Imagine going to a bathroom that knows all about your health and can give you personalized advice.. OnePlanet Research Center is well on it’s way to make this concept a reality!
Measure your own blood pressure or heart rate
A major problem in healthcare is that patients have to measure all kinds of bodily functions for a long amount of time. This is a big challenge for many patients. In the hospital, patients get help with measuring their heart rate or blood pressure, for example. But often these measurements are still necessary at home and then people quickly forget. OnePlanet wants to make that process easier and soon thought of the bathroom. The bathroom is a place where people come every day. You are likely to take a shower and brush your teeth, but something everyone uses several times a day for sure, the toilet. The ideal place to take measurements without noticing!
What if… you could monitor, get insights and even advice about your personal health…in the bathroom?
A smart toilet full of sensors
A toilet that tells you how you are doing, while you don’t have to do a thing. That was the researchers’ plan. The goal was to make things as easy as possible for people. For example, the toilet now measures someone’s blood pressure and all you have to do is sit on the toilet. The toilet does this with the help of sensors that are strategically located on the seat and in the bowl. In addition to the change in blood pressure, the toilet bowl also measures your heart rate and the variation therein and the oxygen level in your blood. And because it is a toilet, it also measures the salt content in your urine. All together, a fair amount of information comes from a single toilet visit!
Are you drinking enough?
The information collected, currently consists mainly out of raw data, but researchers at OnePlanet are working hard to make that information applicable. At this moment, the smart bathroom trajectory is still in a development phase. It is clear that, in addition to the toilet, even more smart devices will be needed in the bathroom of the future. OnePlanet is working on an expansion. For example, the toilet will be linked to a smart mirror, so that people can immediately see how they are doing. That mirror tells you whether you are drinking enough and whether your heart rate is healthy. Real time and personalized advice from the comfort of ones bathroom.

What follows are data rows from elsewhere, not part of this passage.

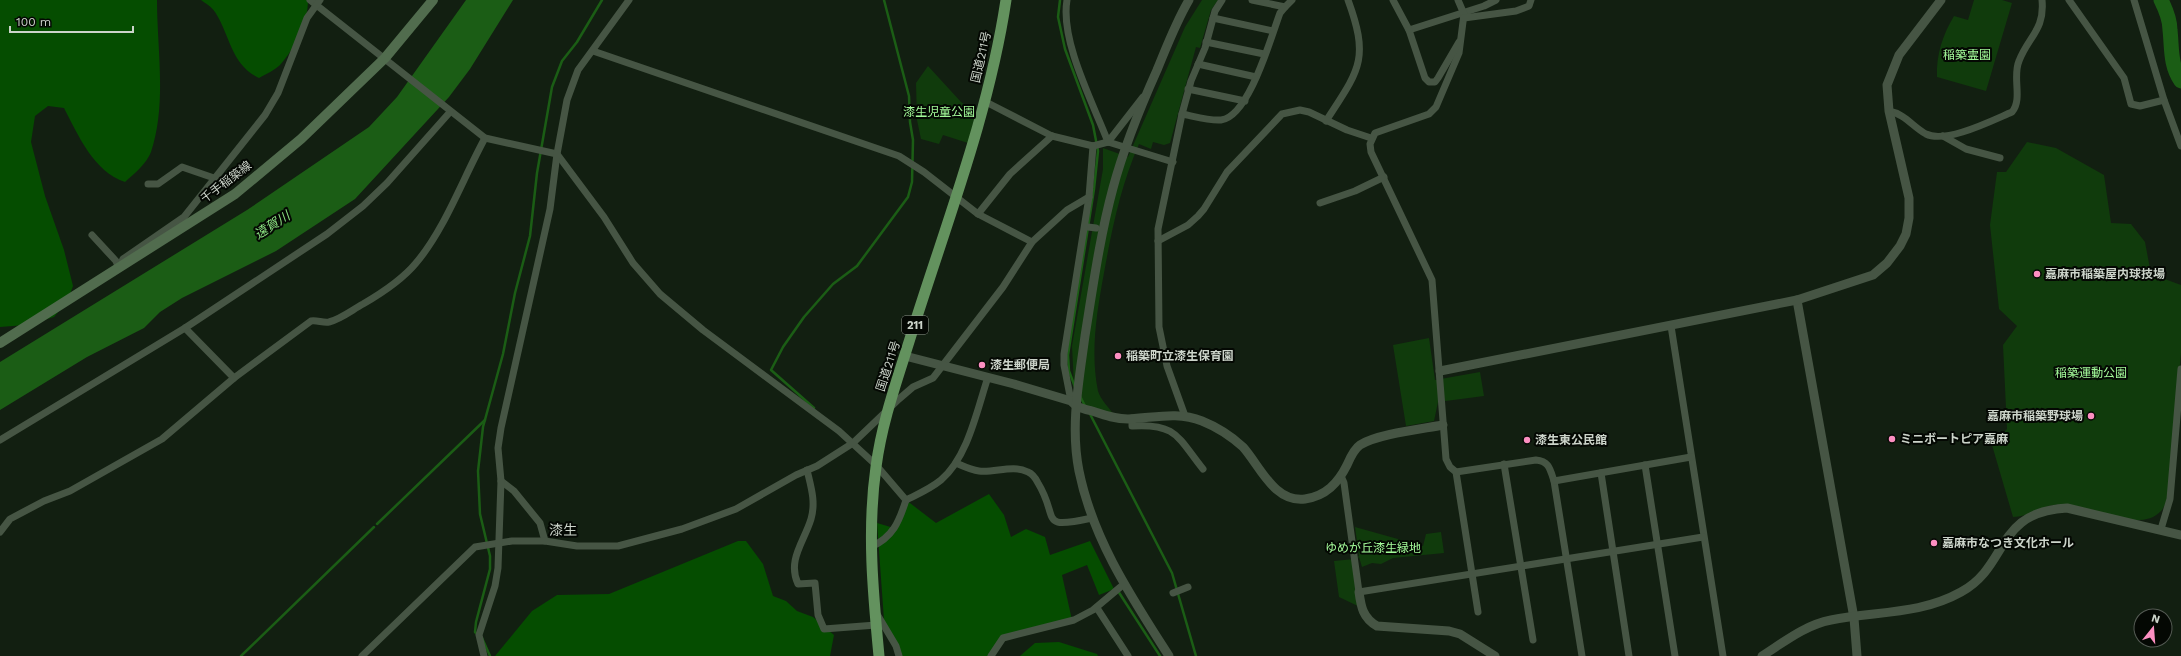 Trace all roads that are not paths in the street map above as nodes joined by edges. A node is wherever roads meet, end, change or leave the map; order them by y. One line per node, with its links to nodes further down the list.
1 (310, 0): 18 (street)
2 (433, 0): 29 (main road, 千手稲築線)
3 (629, 0): 27 (street)
4 (1006, 0): 36 (highway, 国道211号 / 211)
5 (1067, 0): 45 (street)
6 (1189, 0): 33 (street)
7 (1222, 0): 22 (street)
8 (1252, 0): 20 (street)
9 (1292, 0): 20 (street)
10 (1348, 0): 40 (street)
11 (1393, 0): 23 (street)
12 (1496, 0): 23 (street)
13 (1531, 0): 21 (street)
14 (1941, 0): 38 (street)
15 (2042, 0): 42 (street)
16 (2069, 0): 34 (street)
17 (2134, 0): 34 (street)
18 (318, 3): 29 (street); 53 (street)
19 (1459, 3): 21 (street)
20 (1285, 7): 24 (street)
21 (1464, 16): 25 (street)
22 (1213, 18): 24 (street); 26 (street)
23 (1409, 30): 25 (street)
24 (1273, 31): 28 (street)
25 (1462, 37): 44 (street)
26 (1206, 42): 28 (street); 30 (street)
27 (593, 51): 49 (street); 56 (street)
28 (1264, 54): 31 (street)
29 (387, 60): 37 (street); 64 (main road, 千手稲築線)
30 (1198, 64): 31 (street); 32 (street)
31 (1256, 77): 35 (street)
32 (1188, 89): 35 (street); 39 (street)
33 (1147, 93): 45 (street); 48 (street)
34 (2164, 100): 47 (street)
35 (1245, 101): 39 (street)
36 (984, 102): 41 (street); 56 (highway, 国道211号 / 211)
37 (448, 110): 43 (street); 67 (street)
38 (1889, 111): 42 (street); 65 (street)
39 (1182, 114): 51 (street)
40 (1326, 121): 44 (street); 62 (street)
41 (1052, 136): 46 (street); 58 (street)
42 (1943, 136): 50 (street)
43 (485, 138): 49 (street); 74 (street)
44 (1371, 138): 52 (street)
45 (1108, 142): 46 (street); 48 (street)
46 (1094, 146): 55 (street)
47 (2181, 146)
48 (1125, 147): 51 (street); 75 (street)
49 (557, 154): 81 (street); 92 (street)
50 (2000, 158)
51 (1173, 162): 62 (street)
52 (1384, 177): 57 (street); 72 (street)
53 (214, 178): 54 (street); 64 (street)
54 (148, 184)
55 (1089, 196): 63 (street); 75 (street)
56 (955, 198): 58 (street); 69 (highway, 国道211号 / 211)
57 (1320, 203)
58 (978, 214): 63 (street)
59 (1088, 227): 60 (street)
60 (1096, 228)
61 (92, 235): 64 (street)
62 (1158, 241): 77 (street)
63 (1032, 242): 70 (street)
64 (119, 268): 68 (main road, 千手稲築線)
65 (1797, 300): 66 (street); 115 (street)
66 (1671, 326): 72 (street); 82 (street)
67 (185, 328): 74 (street); 80 (street)
68 (0, 343)
69 (905, 356): 70 (street); 76 (highway, 国道211号 / 211)
70 (943, 366): 73 (street); 76 (street)
71 (2181, 369): 96 (street)
72 (1440, 371): 79 (street)
73 (988, 377): 75 (street); 83 (street)
74 (234, 378): 97 (street)
75 (1073, 404): 78 (street); 95 (street)
76 (888, 409): 81 (street); 85 (highway, 国道211号 / 211)
77 (1185, 416): 78 (street); 91 (street)
78 (1132, 418): 87 (street)
79 (1442, 425): 89 (street); 91 (street)
80 (0, 440)
81 (853, 443): 85 (street); 88 (street)
82 (1691, 457): 86 (street); 99 (street)
83 (956, 463): 94 (street); 95 (street)
84 (1504, 464): 89 (street); 93 (street); 106 (street)
85 (876, 465): 94 (street); 103 (highway, 国道211号 / 211)
86 (1645, 466): 90 (street); 102 (street)
87 (1203, 469)
88 (807, 470): 100 (street); 116 (street)
89 (1456, 472): 107 (street)
90 (1601, 473): 93 (street); 104 (street)
91 (1341, 476): 111 (street)
92 (500, 481): 100 (street); 101 (street)
93 (1554, 481): 105 (street)
94 (906, 500): 103 (street)
95 (1092, 518): 108 (street)
96 (2161, 530): 98 (street); 115 (street)
97 (0, 532)
98 (2181, 535)
99 (1703, 537): 102 (street); 129 (street)
100 (545, 542): 101 (street)
101 (498, 543): 118 (street); 119 (street)
102 (1658, 544): 104 (street); 128 (street)
103 (871, 548): 113 (highway, 国道211号 / 211)
104 (1613, 551): 105 (street); 127 (street)
105 (1567, 559): 106 (street); 126 (street)
106 (1521, 566): 107 (street); 117 (street)
107 (1472, 574): 111 (street); 114 (street)
108 (1124, 584): 112 (street); 124 (street)
109 (1188, 587): 110 (street)
110 (1173, 592)
111 (1359, 592): 125 (street)
112 (1097, 608): 122 (street); 123 (street)
113 (874, 610): 116 (highway, 国道211号 / 211); 121 (street)
114 (1478, 612)
115 (1854, 618): 130 (street); 131 (street)
116 (876, 625): 120 (highway, 国道211号 / 211)
117 (1533, 640)
118 (362, 656)
119 (484, 656)
120 (879, 656)
121 (899, 656)
122 (991, 656)
123 (1128, 656)
124 (1169, 656)
125 (1495, 656)
126 (1582, 656)
127 (1629, 656)
128 (1675, 656)
129 (1723, 656)
130 (1762, 656)
131 (1857, 656)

How to show those medical data to people within the Smart bathroom is still a challenge. Not only can the data be interpreted differently per person, that information and interpretation also needs to be kept safe for people. For example, one single abnormality in the heart rate does not have to mean anything immediately. So if the toilet bowl immediately rings the alarm, that would not be pleasant and alarm people unnecessarily.

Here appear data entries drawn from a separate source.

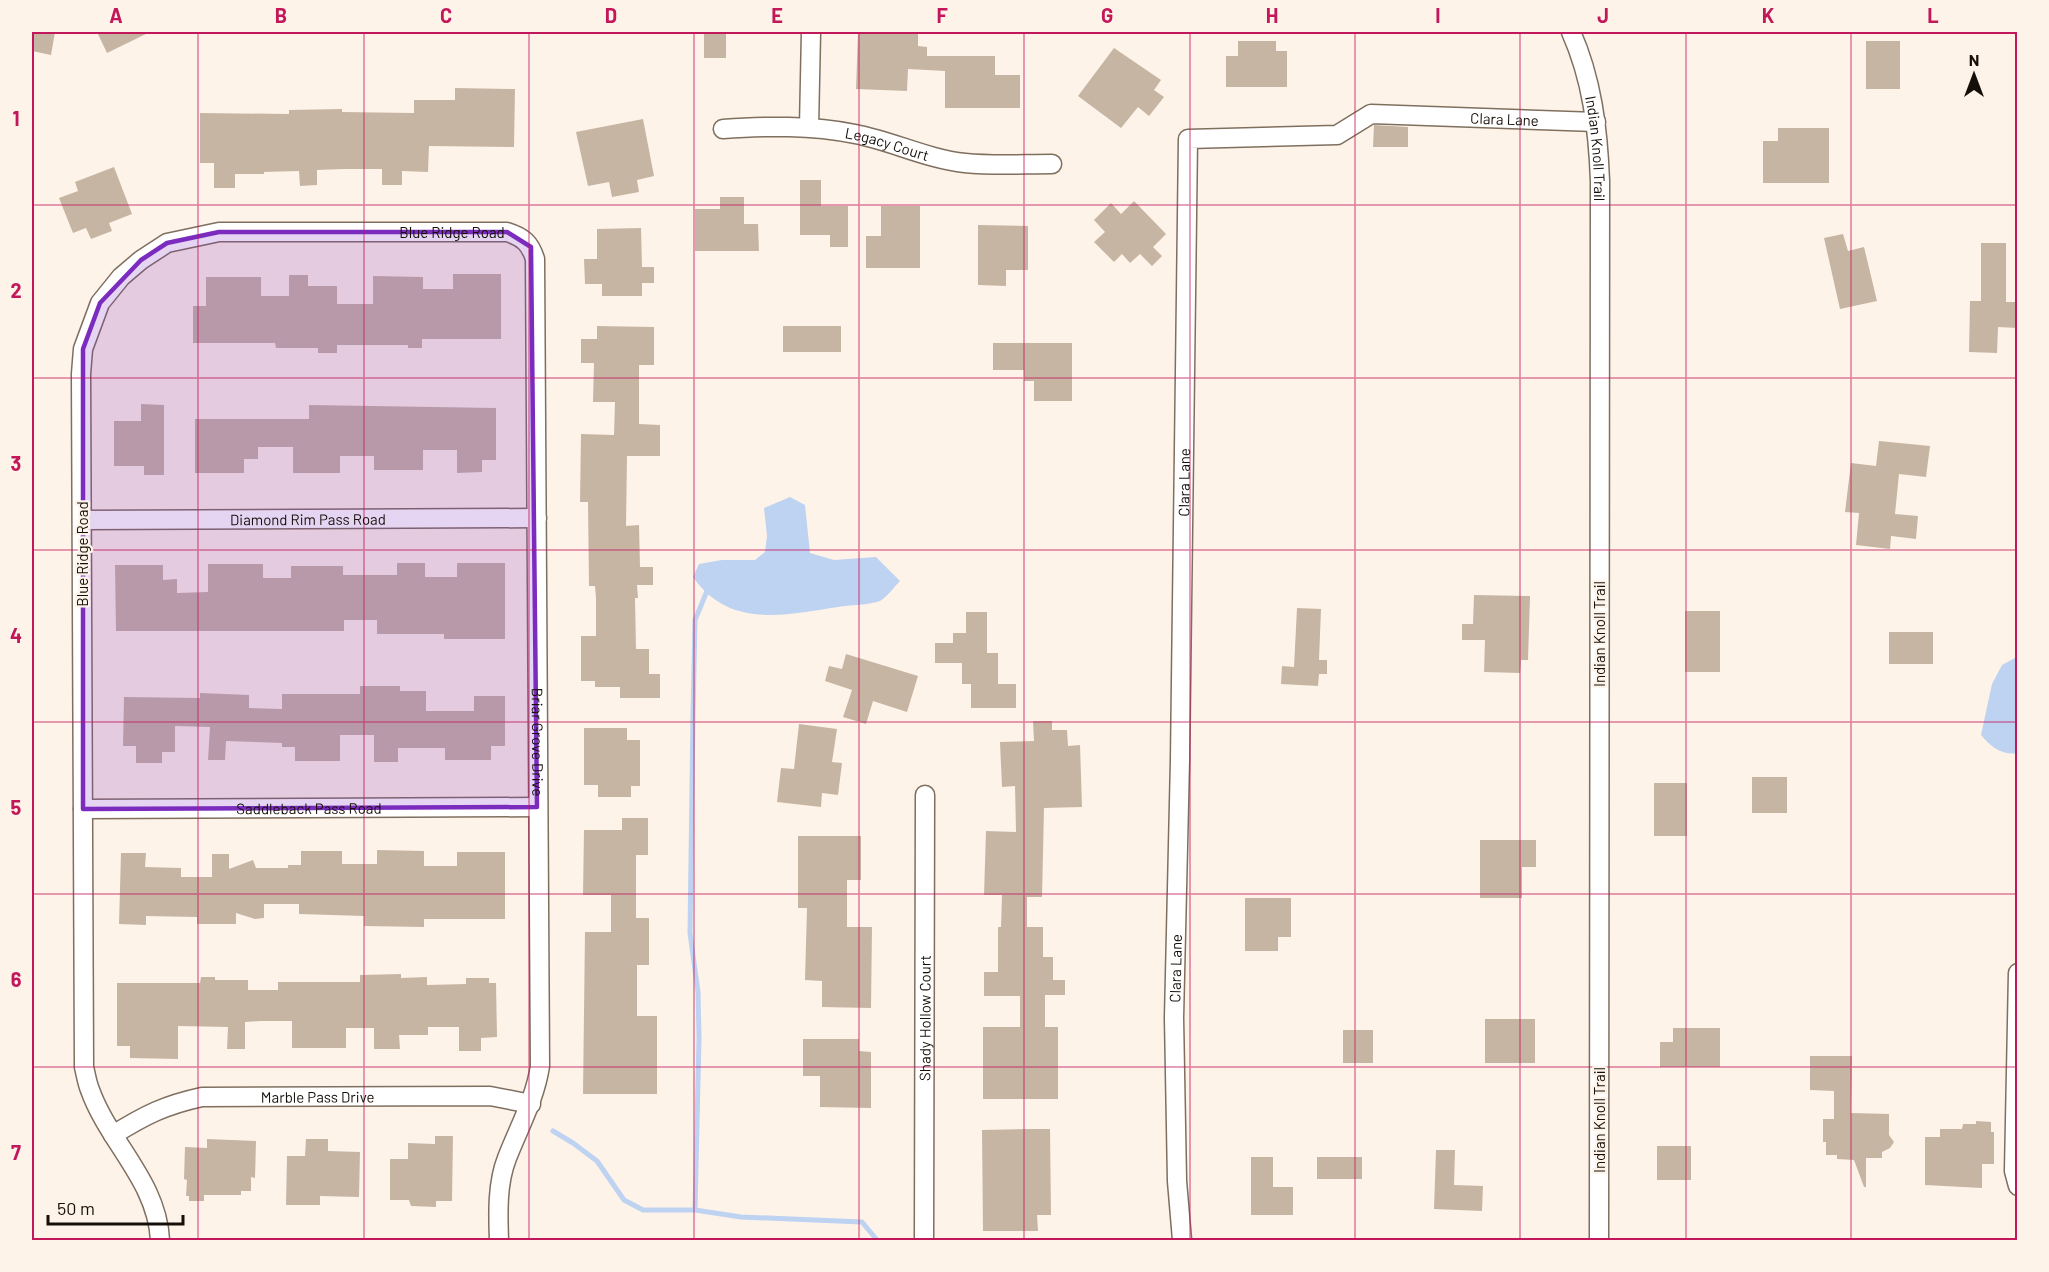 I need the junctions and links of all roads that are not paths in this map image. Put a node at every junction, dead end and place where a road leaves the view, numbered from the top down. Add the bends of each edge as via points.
1 (811, 32) edge
2 (1571, 32) edge
3 (1596, 122) junction
4 (809, 127) junction
5 (723, 129) dead end
6 (1052, 164) dead end
7 (525, 240) joint
8 (537, 518) junction
9 (82, 520) junction
10 (925, 795) dead end
11 (537, 807) junction
12 (83, 809) junction
13 (2018, 973) edge
14 (531, 1104) junction
15 (113, 1135) junction
16 (2018, 1186) edge
17 (160, 1240) edge
18 (499, 1240) edge
19 (924, 1240) edge
20 (1182, 1240) edge
21 (1599, 1240) edge

1 - 4 street
2 - 3 street, Indian Knoll Trail via 1580,51
3 - 20 street, Clara Lane via 1371,114 1337,135 1188,139 1174,1018
3 - 21 street, Indian Knoll Trail via 1600,181
4 - 5 street, Legacy Court
4 - 6 street, Legacy Court via 856,134 964,163
7 - 8 street, Briar Grove Drive via 535,259
7 - 9 street, Blue Ridge Road via 507,232 219,232 167,243 122,277 100,303 83,350
8 - 9 street, Diamond Rim Pass Road
8 - 11 street, Briar Grove Drive
9 - 12 street, Blue Ridge Road
10 - 19 street, Shady Hollow Court
11 - 12 street, Saddleback Pass Road
11 - 14 street, Briar Grove Drive via 540,1066
12 - 15 street, Blue Ridge Road via 84,1067 89,1089
13 - 16 street via 2014,1171
14 - 15 street, Marble Pass Drive via 490,1096 202,1097 147,1114
14 - 18 street, Briar Grove Drive via 506,1160
15 - 17 street, Blue Ridge Road via 143,1182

Does the smart toilet already work in practice? Certainly!
OnePlanet Research Center has already done a live demonstration at Lowlands with the smart toilet. That was a combination of fun and science, of course, but the team did collect interesting data. At Lowlands, the main goal was to give visitors a taste of what a smart toilet might look like in the future.
The bathroom of the future
OnePlanet has big plans for the smart toilet. “In addition to data interpretation, the main goal is to add more sensors, so that we can collect even more relevant data and generate even more targeted health advice. Currently, the toilet is already looking at the urine and heart rate, but OnePlanet would like to add, for example, faeces to that. The center is now looking at what is possible and what could be done even better. Another important topic that has the attention of the research team is validation: is the data from the toilet bowl correct enough? It is of course slightly different than, for example, a simple thermometer.
Before this smart bathroom can start helping people, all data needs to be correct. Once the data is validated, the team will look into the presentation of the application. It has to be easy and quick to understand for the user, because most of us do not want to spend hours in the bathroom. In a way, it needs to be so simple we don’t even notice it. Because, while we are still dependent on devices and wearables today, in the future we can make technology an almost unnoticeable, integrated part of our lives. The Smart Bathroom is a glimpse into that future.